Ho visto, nei paesi che la sorte mi ha fatto percorrere e nelle osterie dove ho servito, un’enorme quantità di persone che esecravano la propria esistenza; ma ne ho viste soltanto dodici metter fine volontariamente alla loro miseria; tre negri, quattro inglesi, quattro ginevrini e un professore tedesco chiamato Robeck.

***

La cattiveria degli uomini gli si mostrava in tutta la sua bruttura; si nutriva solo di idee tristi.

***

“Dovete avere, disse Candido al turco, una vasta e magnifica terra. – Ho soltanto venti jugeri, li coltivo con i miei figli; il lavoro allontana da noi tre grandi mali: la noia, il vizio e il bisogno.”

Candido, tornando alla fattoria, fece profonde riflessioni sulle parole del turco. Disse a Pangloss e a Martino: “Mi pare che quel buon vecchio abbia un destino migliore di quello dei sei re con i quali abbiamo avuto l’onere di cenare. (…) So anche, disse Candido, che bisogna coltivare il nostro giardino. – (…) Lavoriamo senza discutere, disse Martino, è il solo mezzo per rendere la vita sopportabile.”



La mia recensione



Voltaire scrisse quest’opera sotto anonimato, ma il romanzo fu ben presto attribuito a lui, perché “l’incomparabile esprit de Voltaire non poteva essere più dissimulato, poiché una ormai vasta produzione letteraria ed epistolare lo aveva reso celebre in tutta Europa”. (cit. Riccardo Campi nella Premessa)

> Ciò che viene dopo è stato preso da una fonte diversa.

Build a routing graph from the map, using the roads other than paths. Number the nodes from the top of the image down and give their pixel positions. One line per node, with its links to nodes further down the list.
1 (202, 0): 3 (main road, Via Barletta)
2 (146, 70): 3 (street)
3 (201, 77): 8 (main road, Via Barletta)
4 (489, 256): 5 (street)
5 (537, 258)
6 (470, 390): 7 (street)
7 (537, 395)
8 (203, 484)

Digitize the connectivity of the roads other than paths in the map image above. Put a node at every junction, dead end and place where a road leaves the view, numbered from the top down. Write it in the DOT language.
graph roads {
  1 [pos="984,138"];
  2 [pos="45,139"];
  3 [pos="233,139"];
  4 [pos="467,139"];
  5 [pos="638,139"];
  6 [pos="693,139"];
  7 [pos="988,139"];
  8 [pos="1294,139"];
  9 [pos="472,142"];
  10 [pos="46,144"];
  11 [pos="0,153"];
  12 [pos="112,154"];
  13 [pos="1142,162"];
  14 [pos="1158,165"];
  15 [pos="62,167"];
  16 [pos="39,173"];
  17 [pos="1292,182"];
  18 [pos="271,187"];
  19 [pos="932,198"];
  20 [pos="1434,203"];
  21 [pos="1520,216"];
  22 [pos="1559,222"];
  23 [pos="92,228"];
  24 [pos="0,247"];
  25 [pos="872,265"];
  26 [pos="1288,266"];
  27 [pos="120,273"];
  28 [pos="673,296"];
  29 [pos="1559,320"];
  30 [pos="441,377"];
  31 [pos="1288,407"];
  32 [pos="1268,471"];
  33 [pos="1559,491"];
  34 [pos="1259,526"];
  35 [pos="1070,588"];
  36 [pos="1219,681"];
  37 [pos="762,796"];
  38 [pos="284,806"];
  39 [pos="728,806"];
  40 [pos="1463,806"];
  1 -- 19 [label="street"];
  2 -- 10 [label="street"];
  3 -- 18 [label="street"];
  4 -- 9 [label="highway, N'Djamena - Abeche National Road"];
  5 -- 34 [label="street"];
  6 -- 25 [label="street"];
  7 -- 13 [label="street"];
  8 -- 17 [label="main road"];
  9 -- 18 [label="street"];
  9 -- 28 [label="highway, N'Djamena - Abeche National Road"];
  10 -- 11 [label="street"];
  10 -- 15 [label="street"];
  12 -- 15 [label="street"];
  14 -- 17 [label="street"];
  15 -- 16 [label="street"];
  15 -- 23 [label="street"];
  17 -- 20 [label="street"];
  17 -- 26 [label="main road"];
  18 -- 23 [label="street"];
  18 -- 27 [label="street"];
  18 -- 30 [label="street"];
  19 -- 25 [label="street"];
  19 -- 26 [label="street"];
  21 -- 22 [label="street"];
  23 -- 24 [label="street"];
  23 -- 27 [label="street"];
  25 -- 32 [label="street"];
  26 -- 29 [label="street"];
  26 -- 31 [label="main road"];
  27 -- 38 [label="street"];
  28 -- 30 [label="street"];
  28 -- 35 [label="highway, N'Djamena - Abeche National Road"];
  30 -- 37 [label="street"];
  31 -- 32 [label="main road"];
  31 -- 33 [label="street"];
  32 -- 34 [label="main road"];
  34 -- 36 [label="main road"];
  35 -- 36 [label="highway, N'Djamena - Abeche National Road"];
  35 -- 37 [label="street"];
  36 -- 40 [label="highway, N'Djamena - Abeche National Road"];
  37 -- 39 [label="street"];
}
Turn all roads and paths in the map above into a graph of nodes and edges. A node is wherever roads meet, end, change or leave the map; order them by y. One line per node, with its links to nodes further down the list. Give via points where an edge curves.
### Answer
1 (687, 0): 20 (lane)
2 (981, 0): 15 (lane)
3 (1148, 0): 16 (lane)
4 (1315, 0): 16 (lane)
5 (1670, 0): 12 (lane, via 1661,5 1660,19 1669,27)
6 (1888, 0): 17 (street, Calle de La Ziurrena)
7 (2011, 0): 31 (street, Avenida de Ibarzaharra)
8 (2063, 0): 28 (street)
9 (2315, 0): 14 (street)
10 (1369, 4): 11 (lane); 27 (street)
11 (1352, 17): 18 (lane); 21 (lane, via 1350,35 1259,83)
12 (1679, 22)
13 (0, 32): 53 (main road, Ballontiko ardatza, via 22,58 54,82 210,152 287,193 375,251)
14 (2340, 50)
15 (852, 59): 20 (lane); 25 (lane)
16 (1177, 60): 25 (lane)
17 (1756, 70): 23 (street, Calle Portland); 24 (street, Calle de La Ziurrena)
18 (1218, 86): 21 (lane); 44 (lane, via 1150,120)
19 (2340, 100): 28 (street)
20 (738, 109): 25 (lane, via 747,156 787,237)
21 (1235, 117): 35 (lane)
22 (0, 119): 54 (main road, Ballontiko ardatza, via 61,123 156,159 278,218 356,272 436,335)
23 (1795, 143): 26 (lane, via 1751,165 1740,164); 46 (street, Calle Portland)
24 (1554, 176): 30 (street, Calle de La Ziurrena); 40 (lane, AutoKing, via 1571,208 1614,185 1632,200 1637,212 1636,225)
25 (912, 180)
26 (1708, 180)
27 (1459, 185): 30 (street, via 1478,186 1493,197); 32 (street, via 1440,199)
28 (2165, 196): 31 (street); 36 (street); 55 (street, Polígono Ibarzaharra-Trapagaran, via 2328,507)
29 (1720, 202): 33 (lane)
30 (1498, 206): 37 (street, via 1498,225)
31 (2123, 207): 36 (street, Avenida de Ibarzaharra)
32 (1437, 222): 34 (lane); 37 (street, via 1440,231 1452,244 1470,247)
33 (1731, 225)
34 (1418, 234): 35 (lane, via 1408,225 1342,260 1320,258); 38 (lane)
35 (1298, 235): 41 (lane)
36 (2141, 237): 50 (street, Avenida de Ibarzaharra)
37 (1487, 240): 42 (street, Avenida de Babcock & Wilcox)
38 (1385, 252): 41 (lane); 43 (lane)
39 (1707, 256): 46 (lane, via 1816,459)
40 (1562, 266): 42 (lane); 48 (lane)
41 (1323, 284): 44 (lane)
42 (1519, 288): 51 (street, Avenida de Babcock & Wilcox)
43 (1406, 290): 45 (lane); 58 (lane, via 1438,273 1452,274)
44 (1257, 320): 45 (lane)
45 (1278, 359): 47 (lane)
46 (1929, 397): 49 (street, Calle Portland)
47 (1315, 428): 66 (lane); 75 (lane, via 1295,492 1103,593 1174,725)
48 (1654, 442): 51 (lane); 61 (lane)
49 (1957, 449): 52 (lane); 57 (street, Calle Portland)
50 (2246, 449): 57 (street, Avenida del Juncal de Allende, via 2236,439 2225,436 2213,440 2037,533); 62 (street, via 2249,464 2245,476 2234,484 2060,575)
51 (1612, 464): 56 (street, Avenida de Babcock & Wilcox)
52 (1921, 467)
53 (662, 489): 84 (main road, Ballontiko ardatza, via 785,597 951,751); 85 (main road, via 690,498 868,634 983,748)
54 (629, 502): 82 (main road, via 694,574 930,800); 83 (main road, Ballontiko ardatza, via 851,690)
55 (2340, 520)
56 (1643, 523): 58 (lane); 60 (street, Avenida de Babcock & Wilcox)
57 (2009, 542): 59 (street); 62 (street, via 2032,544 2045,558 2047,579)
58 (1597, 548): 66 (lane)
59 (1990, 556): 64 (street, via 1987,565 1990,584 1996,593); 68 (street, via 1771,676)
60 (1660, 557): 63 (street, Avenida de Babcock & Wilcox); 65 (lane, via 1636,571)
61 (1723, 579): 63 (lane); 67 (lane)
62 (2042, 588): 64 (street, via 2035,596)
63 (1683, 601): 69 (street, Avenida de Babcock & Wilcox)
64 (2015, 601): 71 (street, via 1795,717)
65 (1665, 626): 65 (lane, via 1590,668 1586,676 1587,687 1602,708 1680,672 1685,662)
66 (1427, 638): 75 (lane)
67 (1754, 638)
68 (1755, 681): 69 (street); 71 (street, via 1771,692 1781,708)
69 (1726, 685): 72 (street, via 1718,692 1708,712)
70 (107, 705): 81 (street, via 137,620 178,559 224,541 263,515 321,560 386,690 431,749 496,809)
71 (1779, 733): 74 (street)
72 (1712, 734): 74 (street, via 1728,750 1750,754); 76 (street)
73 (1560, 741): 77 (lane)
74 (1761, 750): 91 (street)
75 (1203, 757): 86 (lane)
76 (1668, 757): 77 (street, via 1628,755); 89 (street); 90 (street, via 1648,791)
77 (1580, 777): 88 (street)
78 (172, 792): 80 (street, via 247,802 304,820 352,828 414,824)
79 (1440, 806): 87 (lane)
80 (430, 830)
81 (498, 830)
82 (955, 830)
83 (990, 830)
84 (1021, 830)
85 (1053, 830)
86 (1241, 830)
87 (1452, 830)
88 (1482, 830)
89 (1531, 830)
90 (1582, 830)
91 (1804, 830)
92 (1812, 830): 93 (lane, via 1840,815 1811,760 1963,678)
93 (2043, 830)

Ma anche perché il modo di scrivere dell’autore è definito e netto, arguto e sagace che si riconosce subito. Concorcet nel suo Vie de Voltaire del 1791, scrive su Voltaire: “ha la sfortuna di sembrare facile, invece esige un talento raro, quello di saper esprimere in una battuta, in un lampo di fantasia, o attraverso gli avvenimenti stessi del romanzo, i risultati di una profonda filosofia, senza smettere di essere naturale, senza smettere di essere vero… Si deve essere filosofo, e non sembrarlo”.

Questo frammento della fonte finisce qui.